The fund tracks the Nasdaq US Dividend Achievers Select Index, which selects stocks that have increased their annual regular dividends for at least 10 consecutive years. The long lookback period ensures constituents are stable firms with proven track records. This criterion is strict enough to take out even household names like Intel (INTC) and Apple (AAPL). Nasdaq applies additional proprietary screening, the specifics of which are undisclosed. While the index sponsor doesn't provide details on these measures, they seem to focus on firms with better financial health and growth prospects. This is evidenced by the fact that the index portfolio boasts higher earnings growth and profitability metrics as compared with the Nasdaq US Broad Dividend Achievers Index, its starting universe. A greater percentage of its portfolio is invested in stocks boasting a narrow or wide Morningstar Economic Moat Ratings than the Russell 1000 Index. This dials down risk and will give the fund an edge in rocky markets.

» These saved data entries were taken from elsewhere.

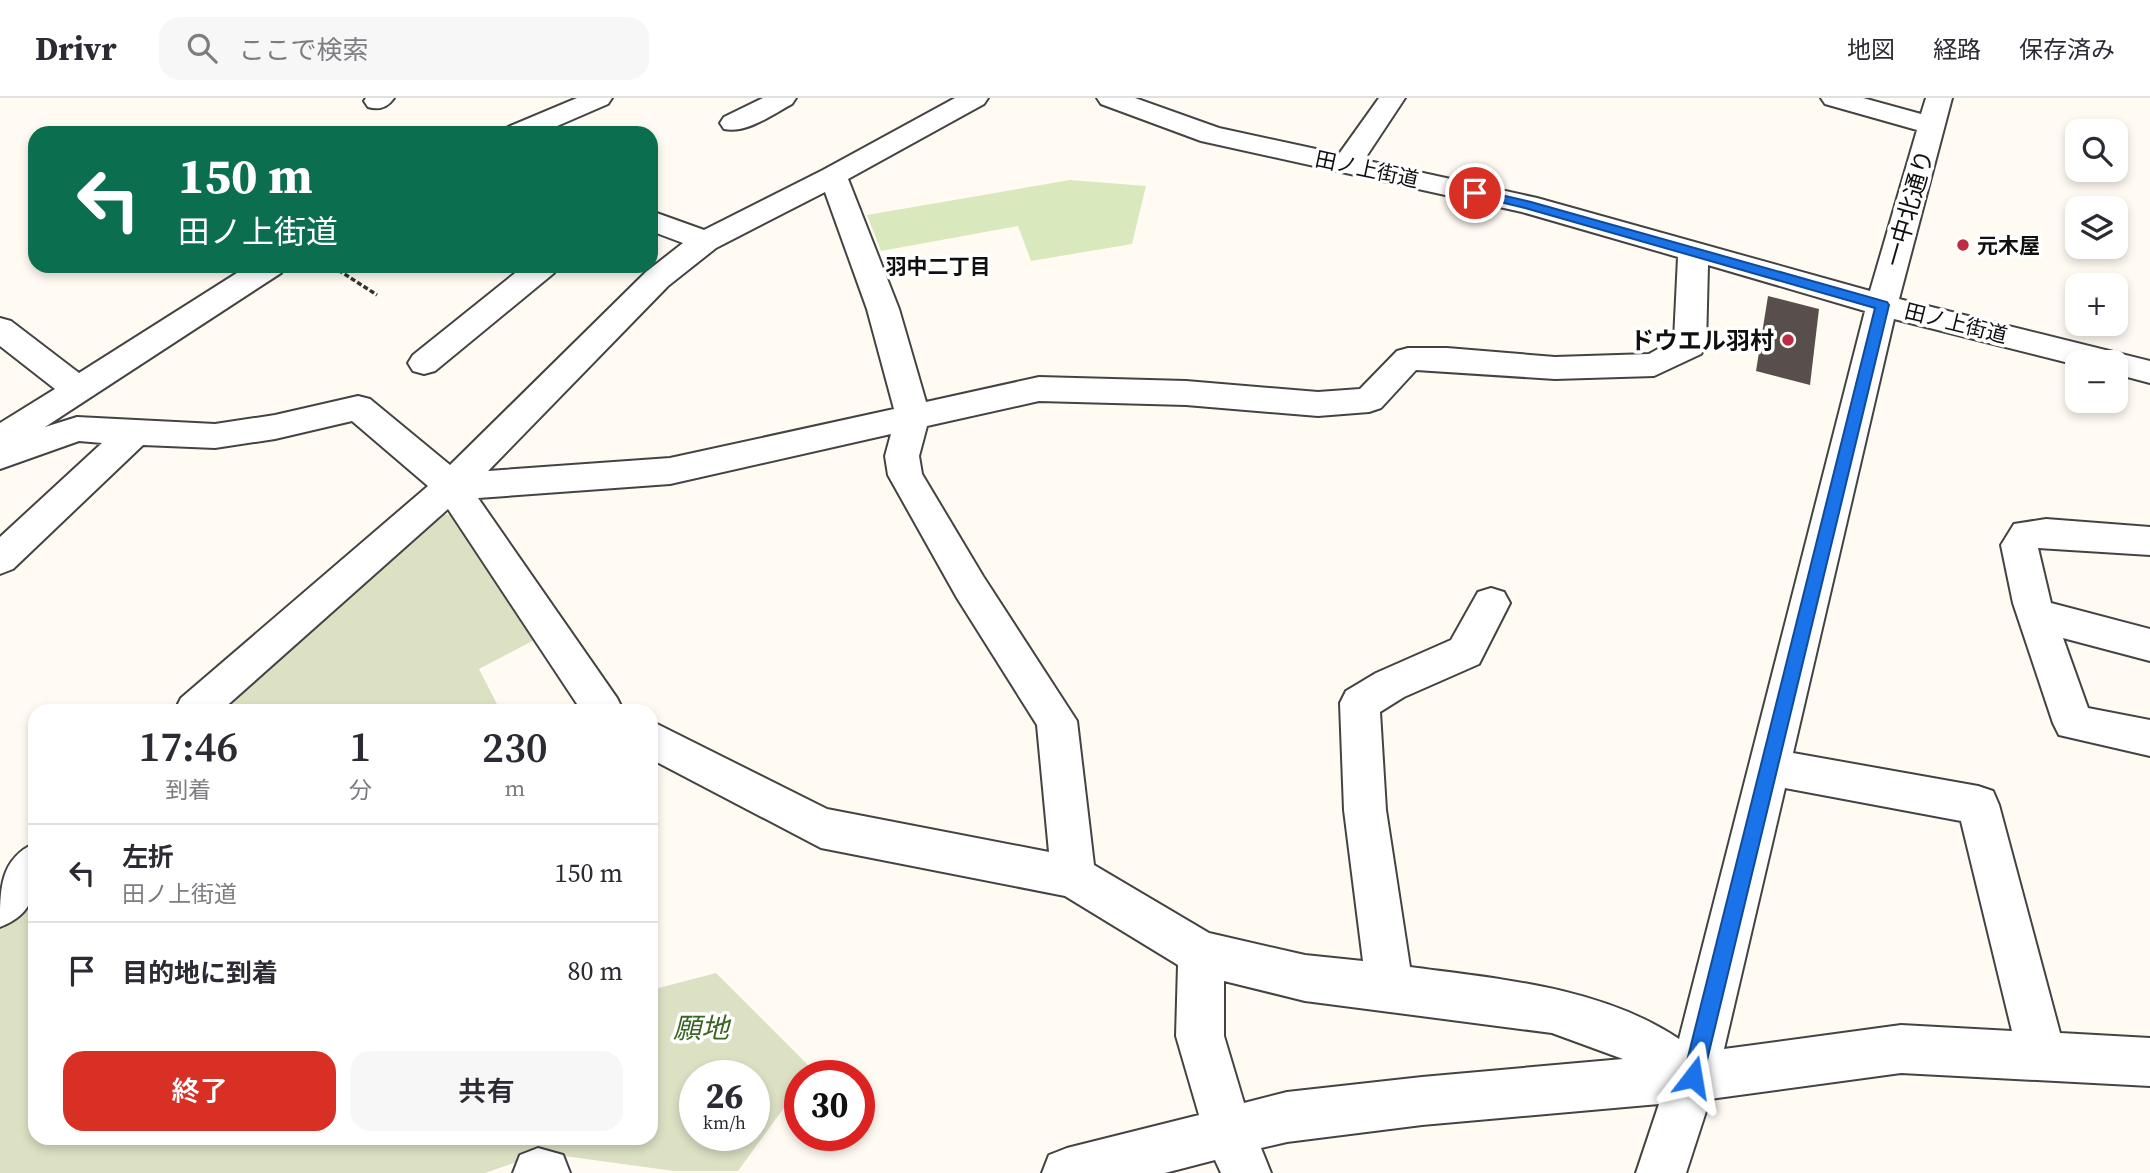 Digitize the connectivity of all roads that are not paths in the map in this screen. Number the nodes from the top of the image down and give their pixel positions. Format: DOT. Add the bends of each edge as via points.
graph roads {
  1 [pos="599,98"];
  2 [pos="783,98"];
  3 [pos="975,98"];
  4 [pos="1110,98"];
  5 [pos="1392,98"];
  6 [pos="1834,98"];
  7 [pos="1938,98"];
  8 [pos="734,123"];
  9 [pos="534,126"];
  10 [pos="1932,126"];
  11 [pos="1346,164"];
  12 [pos="833,176"];
  13 [pos="658,223"];
  14 [pos="705,241"];
  15 [pos="1693,253"];
  16 [pos="259,273"];
  17 [pos="533,273"];
  18 [pos="1882,305"];
  19 [pos="0,329"];
  20 [pos="2065,351"];
  21 [pos="424,363"];
  22 [pos="2128,366"];
  23 [pos="2150,372"];
  24 [pos="77,389"];
  25 [pos="913,417"];
  26 [pos="136,431"];
  27 [pos="0,440"];
  28 [pos="0,456"];
  29 [pos="452,485"];
  30 [pos="2150,541"];
  31 [pos="0,559"];
  32 [pos="1491,603"];
  33 [pos="2036,615"];
  34 [pos="2150,645"];
  35 [pos="202,704"];
  36 [pos="599,704"];
  37 [pos="2150,738"];
  38 [pos="658,743"];
  39 [pos="1769,767"];
  40 [pos="28,872"];
  41 [pos="1073,877"];
  42 [pos="0,906"];
  43 [pos="1201,953"];
  44 [pos="1390,986"];
  45 [pos="2042,1055"];
  46 [pos="2150,1062"];
  47 [pos="1693,1077"];
  48 [pos="1237,1152"];
  49 [pos="538,1173"];
  50 [pos="545,1173"];
  51 [pos="1067,1173"];
  52 [pos="1661,1173"];
  1 -- 9 [label="street"];
  2 -- 8 [label="street"];
  3 -- 12 [label="street"];
  4 -- 11 [label="street, 田ノ上街道" via="1211,135"];
  5 -- 11 [label="street"];
  6 -- 10 [label="street"];
  7 -- 10 [label="street, 一中北通り"];
  10 -- 18 [label="street, 一中北通り"];
  11 -- 15 [label="street, 田ノ上街道" via="1527,204"];
  12 -- 14 [label="street"];
  12 -- 25 [label="street" via="883,309"];
  13 -- 14 [label="street"];
  14 -- 29 [label="street" via="657,279"];
  15 -- 18 [label="street, 田ノ上街道"];
  15 -- 25 [label="street" via="1690,346 1654,365 1555,368 1408,359 1369,400 1318,404 1186,393 1039,389"];
  16 -- 24 [label="street"];
  17 -- 21 [label="street"];
  18 -- 20 [label="street, 田ノ上街道"];
  18 -- 39 [label="street, 一中北通り"];
  19 -- 24 [label="street"];
  22 -- 23 [label="street, 田ノ上街道"];
  24 -- 27 [label="street"];
  25 -- 29 [label="street" via="670,471"];
  25 -- 41 [label="street" via="902,456 905,475 970,587 1057,721"];
  26 -- 28 [label="street" via="77,429"];
  26 -- 29 [label="street" via="215,436 358,408"];
  26 -- 31 [label="street"];
  29 -- 35 [label="street"];
  29 -- 36 [label="street"];
  30 -- 33 [label="street" via="2027,534 2019,545"];
  32 -- 44 [label="street" via="1465,652 1360,703 1366,826"];
  33 -- 34 [label="street"];
  33 -- 37 [label="street" via="2073,723"];
  38 -- 41 [label="street" via="821,828"];
  39 -- 45 [label="street" via="1978,805"];
  39 -- 47 [label="street, 一中北通り"];
  40 -- 42 [label="street"];
  41 -- 43 [label="street"];
  43 -- 44 [label="street" via="1305,978"];
  43 -- 48 [label="street" via="1200,1036"];
  44 -- 47 [label="street" via="1552,1010 1642,1042"];
  45 -- 46 [label="street"];
  45 -- 47 [label="street" via="1901,1049"];
  47 -- 48 [label="street" via="1287,1117"];
  47 -- 52 [label="street, 一中北通り"];
  48 -- 51 [label="street"];
  49 -- 50 [label="street"];
}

This portfolio's equity-income orientation results in sector tilts. At the end of April 2021, it was overweight in industrials and consumer staples and underweight in technology. Additionally, the index hasn't owned any energy stocks since 2017, and its eligibility criteria exclude REITs. Of all these sector biases, being light in tech has hurt the worst in recent years. The emerging dividend payers in the sector haven't yet made the cut for the fund's index, and many are years away from a decade of dividend growth.
This fund should offer competitive returns and a superior risk profile relative to its category index over the long haul. However, its stringent selection criteria introduce concentration risk and sector bets that may not be adequately compensated, limiting its Process rating to Above Average.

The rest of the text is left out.